Hindu goddess-centric text

The Mahabhagavata Purana (महाभागवतपुराणम्), also called the Devi Purana, is an upapurana (minor Purana) traditionally attributed to the sage Vyasa. Written between the tenth and eleventh centuries CE in Bengal, the work belongs to the Shakta tradition. It primarily describes the legends of the supreme goddess of Hinduism, Mahadevi, and her manifestation as the goddesses Sati, Parvati, Kali, and Ganga.

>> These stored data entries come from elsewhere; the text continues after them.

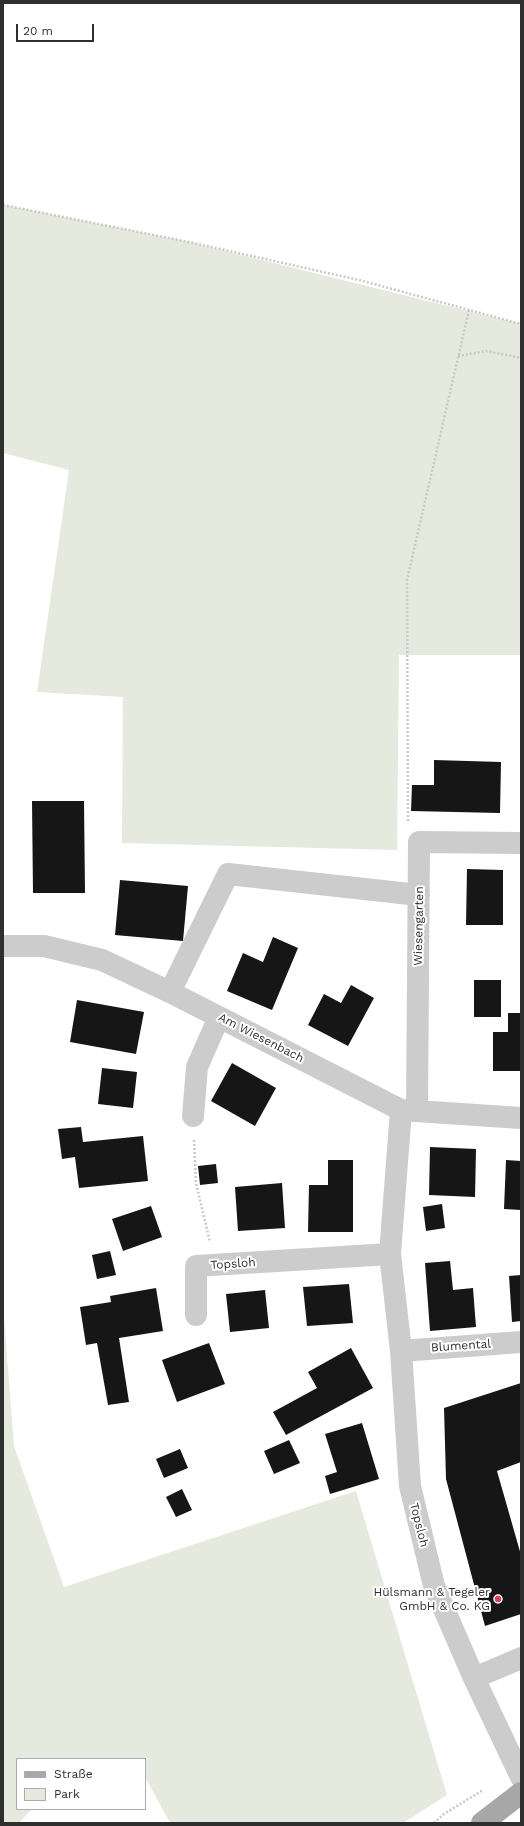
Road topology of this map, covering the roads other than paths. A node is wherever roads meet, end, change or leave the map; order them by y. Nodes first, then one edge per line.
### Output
1 (521, 843) edge
2 (419, 895) junction
3 (3, 946) edge
4 (170, 992) junction
5 (219, 1017) junction
6 (409, 1110) junction
7 (193, 1116) road end
8 (521, 1118) edge
9 (390, 1254) junction
10 (196, 1314) dead end
11 (521, 1342) edge
12 (401, 1351) junction
13 (521, 1658) edge
14 (474, 1678) junction
15 (521, 1777) edge
16 (521, 1793) edge
17 (482, 1823) edge

1 - 2 street, Wiesengarten
2 - 4 street
2 - 6 street, Wiesengarten
3 - 4 street, Am Wiesenbach
4 - 5 street, Am Wiesenbach
5 - 6 street, Am Wiesenbach
5 - 7 street
6 - 8 street, Am Wiesenbach
6 - 9 street, Topsloh
9 - 10 street, Topsloh
9 - 12 street, Topsloh
11 - 12 street, Blumental
12 - 14 street, Topsloh
13 - 14 street
14 - 15 street, Topsloh
16 - 17 main road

The work is regarded to have been strongly influenced by the Tantra tradition, including descriptions of the Tantric forms of goddess-worship such as the mahavidyas, and integrating them with the Vedanta school of thought.

==Contents==
The Mahabhagavata Purana begins with the manifestation of Mahadevi as Sati, her marriage to Shiva, and her conflict with her father, Daksha. The second narrative, called the Ganga Upakhyana, describes the manifestation of the goddess as Ganga. The third narrative, called the Shiva Upakhyana, relays the manifestation of the goddess as Parvati, as well as including the Bhagavati Gita, a dialogue between Parvati and her father Himavan on the significance of bhakti, as well as the thousand names of the goddess, termed the Mahakalisahasranamastotra. The latter half of the text comprise the Shakta version of the Ramayana, the legend of Krishna, where he is depicted as an embodiment of Mahadevi, and the defeat of Vritra at the hands of Indra. It describes the Shakti Pithas as the sites where a grieving Shiva meditated after the death of Sati at the Daksha Yajna, the deity proclaiming blessings upon the devotees who worshipped at them. Kamarupa is described to be the greatest of the Shakti Pithas, offering moksha (liberation) to all adherents who worship at the site.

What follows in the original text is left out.